Every week, I challenge myself to a Monday Dare. Click on the link to see the complete list of Monday Dares or to learn more about its origin.
This week: Spend wisely
Between 7:46-7:49 every Tuesday and Friday evening, I cycle through intense waves of disappointment and depression as I digest the fact that I have, YET AGAIN, been passed over by the California Mega Millions Lottery. It used to take a lot longer for the tightness in my chest to subside, but I’ve condensed the grieving process down to less than five minutes these days. I guess that’s what happens when something as fragile as hope is sullied over and over again. It becomes hard and ugly, and each new assault is less apparent.
Harv will rub my back and say some bullshit about how I have to buy a lottery ticket in order to win. “The lottery is a ‘pay to play’ deal. That’s how they get the jackpot in the first place. How do you expect to win if you don’t even have any numbers to match?”
This “pay to play” idea scares me. It’s not that I’m unwilling to fork over one whole dollar twice a week. I just don’t trust myself when it comes to making solid decisions about my dolla dolla billz.
Money, or rather, the lack thereof, ruled my life for a long time. Whoever is going around perpetuating the myth that money doesn’t buy happiness is either really rich and doesn’t give a shit or really poor and self-soothing. Being poor is fucking miserable. Working a series of low-paying, soul-sucking jobs colored every decision I made.
Cash ruled everything around me.
When Cal was five, a young photographer offered to do a Mother and Daughter photo session for $75. I was working the front end at a dry cleaner, settling tabs, rifling through pockets, and noting stains for $8 an hour before taxes, and the thought of wasting two days’ wages on something we couldn’t eat or put on our backs seemed ridiculous and unnecessary. I didn’t even give the offer a second thought.
A friend who had taken advantage of the photographer’s offer challenged my decision. This homegirl’s background in advertising really helped as she campaigned for me to change my mind, unafraid to mention that I would regret not having “nice pictures” someday.

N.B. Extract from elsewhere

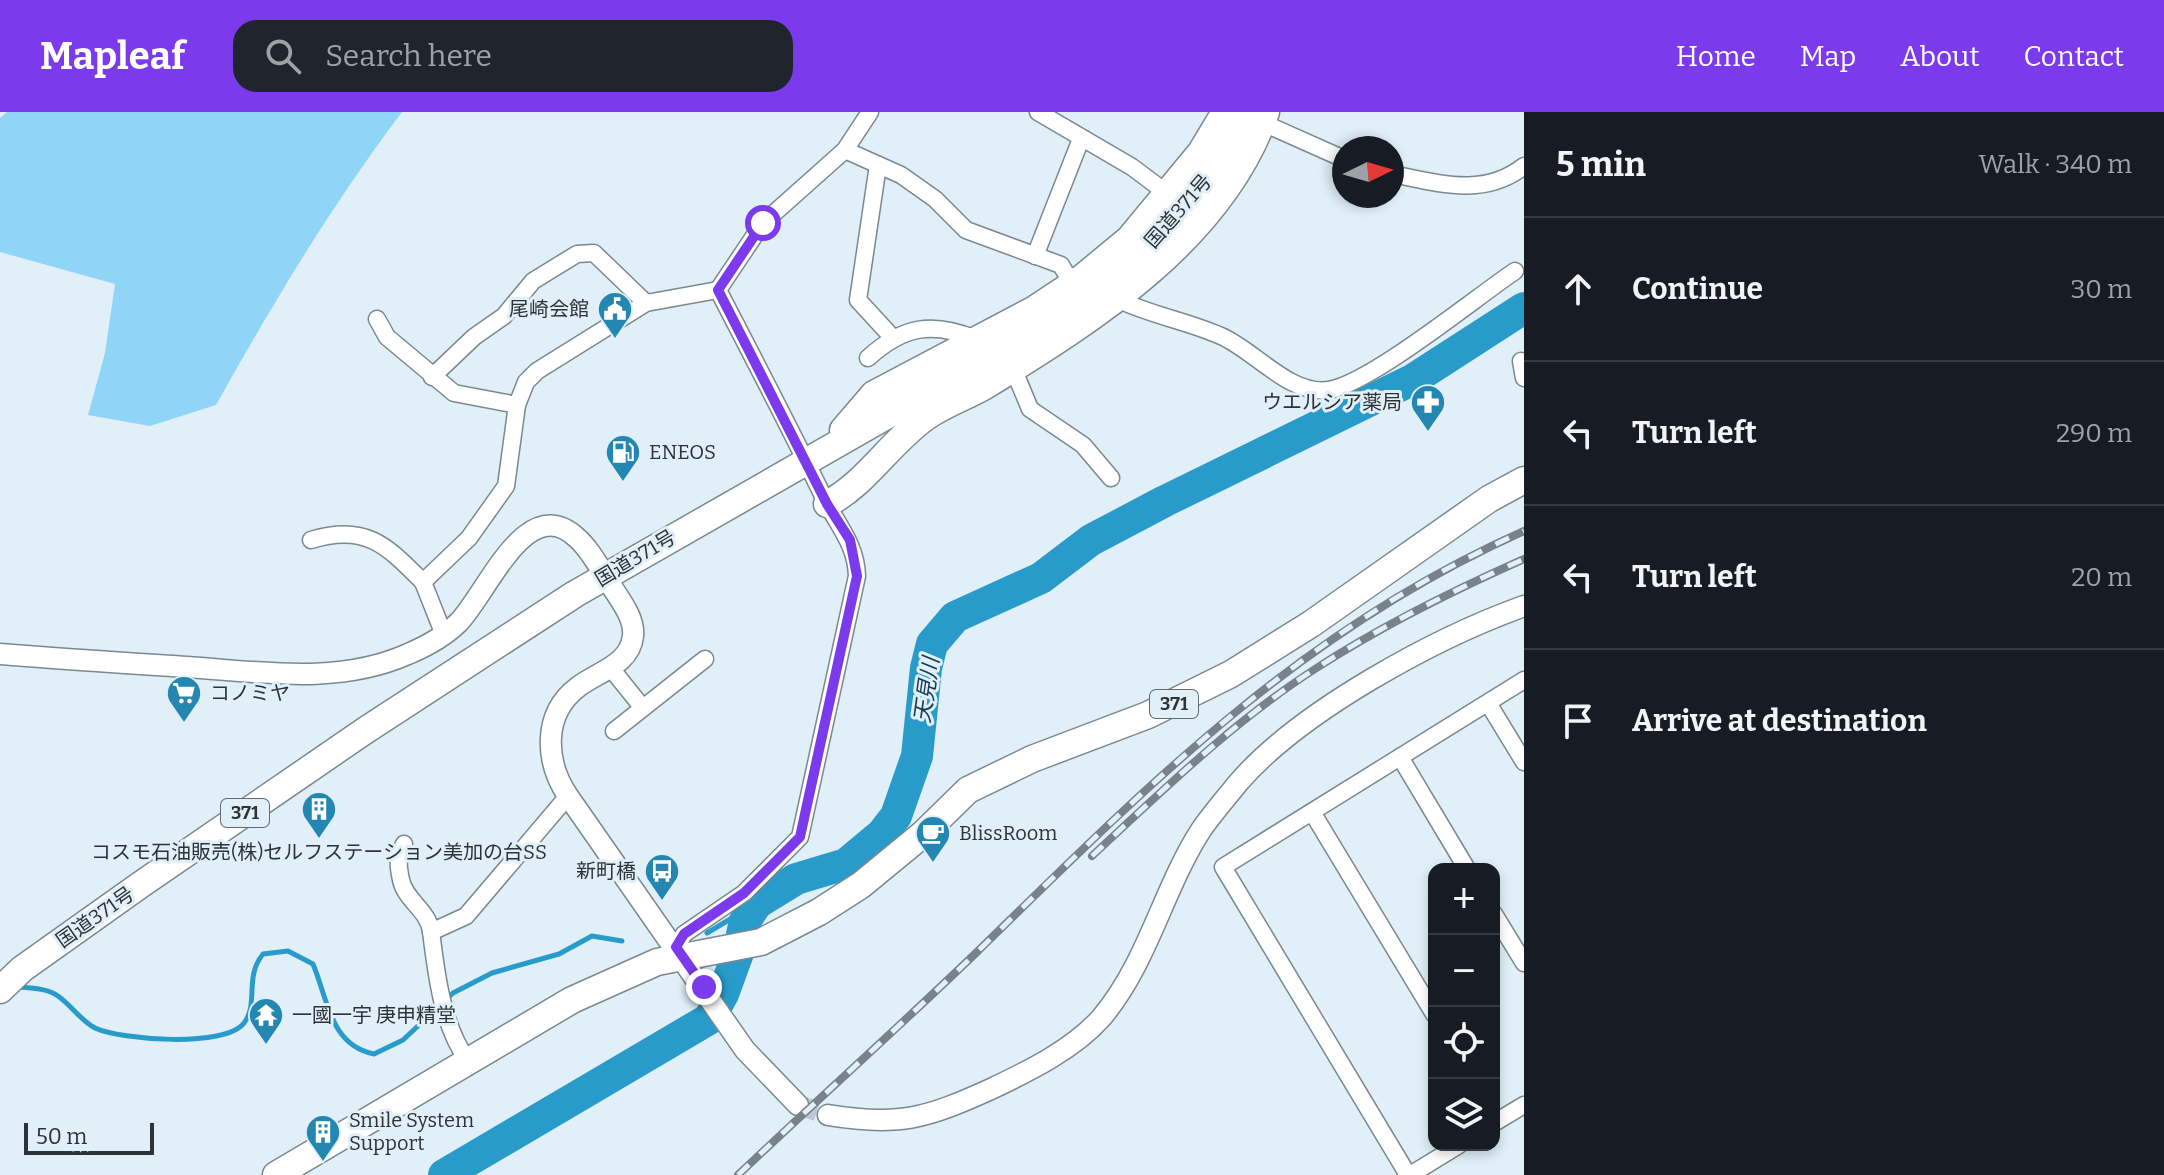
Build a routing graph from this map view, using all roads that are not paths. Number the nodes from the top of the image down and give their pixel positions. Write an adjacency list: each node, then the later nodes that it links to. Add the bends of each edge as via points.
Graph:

My hands shook a little as I wrote the $75 check, mostly because I was afraid it wasn’t going to clear, but also because I was mentally scrolling through everything I would have to give up for the next few weeks to make those stupid pictures happen.

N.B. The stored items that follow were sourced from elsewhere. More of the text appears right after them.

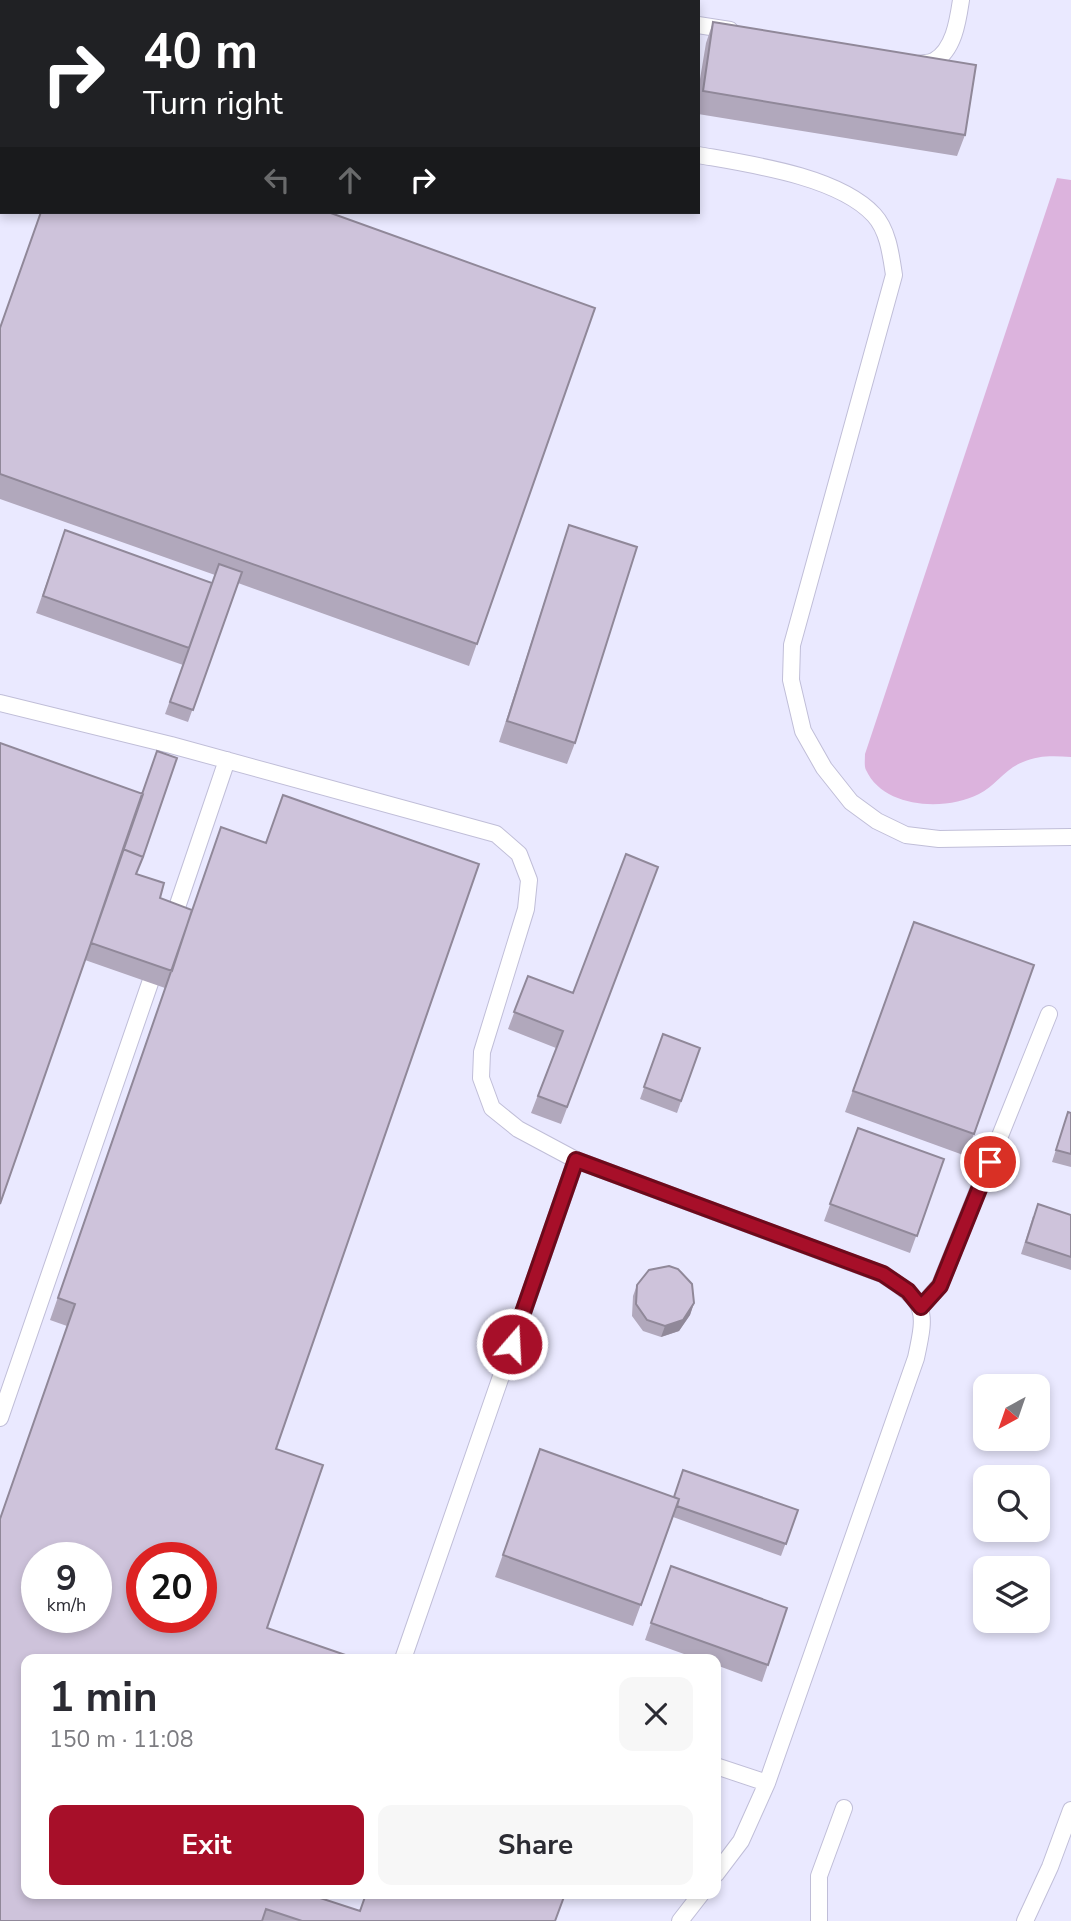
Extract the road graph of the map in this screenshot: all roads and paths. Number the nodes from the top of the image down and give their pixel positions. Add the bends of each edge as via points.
1 (961, 0) edge
2 (700, 25) edge
3 (739, 32) edge
4 (904, 62) edge
5 (700, 155) edge
6 (0, 703) edge
7 (227, 760) junction
8 (1071, 837) edge
9 (172, 922) edge
10 (150, 983) edge
11 (1049, 1014) dead end
12 (576, 1160) junction
13 (921, 1307) junction
14 (2, 1407) edge
15 (405, 1654) edge
16 (721, 1768) edge
17 (767, 1783) junction
18 (844, 1808) dead end
19 (1071, 1810) edge
20 (721, 1868) edge
21 (697, 1899) edge
22 (680, 1921) edge
23 (819, 1921) edge
24 (1025, 1921) edge

1 - 4 lane via 957,26 945,51 934,61
2 - 3 lane
5 - 8 lane via 766,167 856,199 876,216 888,241 894,275 792,645 790,680 803,731 851,802 906,835 939,839
6 - 7 lane
7 - 9 lane
7 - 12 lane via 496,834 519,854 529,880 526,909 482,1052 481,1078 492,1108 518,1129
10 - 14 lane
11 - 13 lane via 940,1286
12 - 13 lane via 883,1274 908,1291
12 - 15 lane
13 - 17 lane via 916,1358
16 - 17 lane
17 - 20 lane via 741,1842
18 - 23 lane via 819,1877
19 - 24 lane
21 - 22 lane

When it came time to order pictures, I passed on most of them, ordering just a handful in 5×7.
What I didn’t realize then…What I know now, is that I should have been glad to sift through dirty suit pockets, extracting crumpled receipts and used condoms (come on guys, what the fuck compels you to put these back in your pocket?) for the chance to capture this slice of time with my kid.
My favorite 5×7 is clipped to a floral pinboard, and each day, when I’m looking around my office instead of doing real work, my eyes land on it. I am reminded of the time when it was just the two of us.
When I got married, I let cash rule my life again. I suddenly had more. And I was determined to spend the shit out of my newfound cash flow. I didn’t even know what I was buying most of the time, but damn, it just felt good to buy it. YES, I WILL TAKE THAT CAFTAN IN EVERY SINGLE COLOR. Do I wear caftans? Fuck no. But I have ‘em, just in case.
I am now coming to a middle place. A middle place where I know the real value of a dollar fluctuates, determined by the experiences I trade it in for. I emailed that photographer. I hope she still has our pictures on file. I plan to buy the biggest fucking size of every single shot.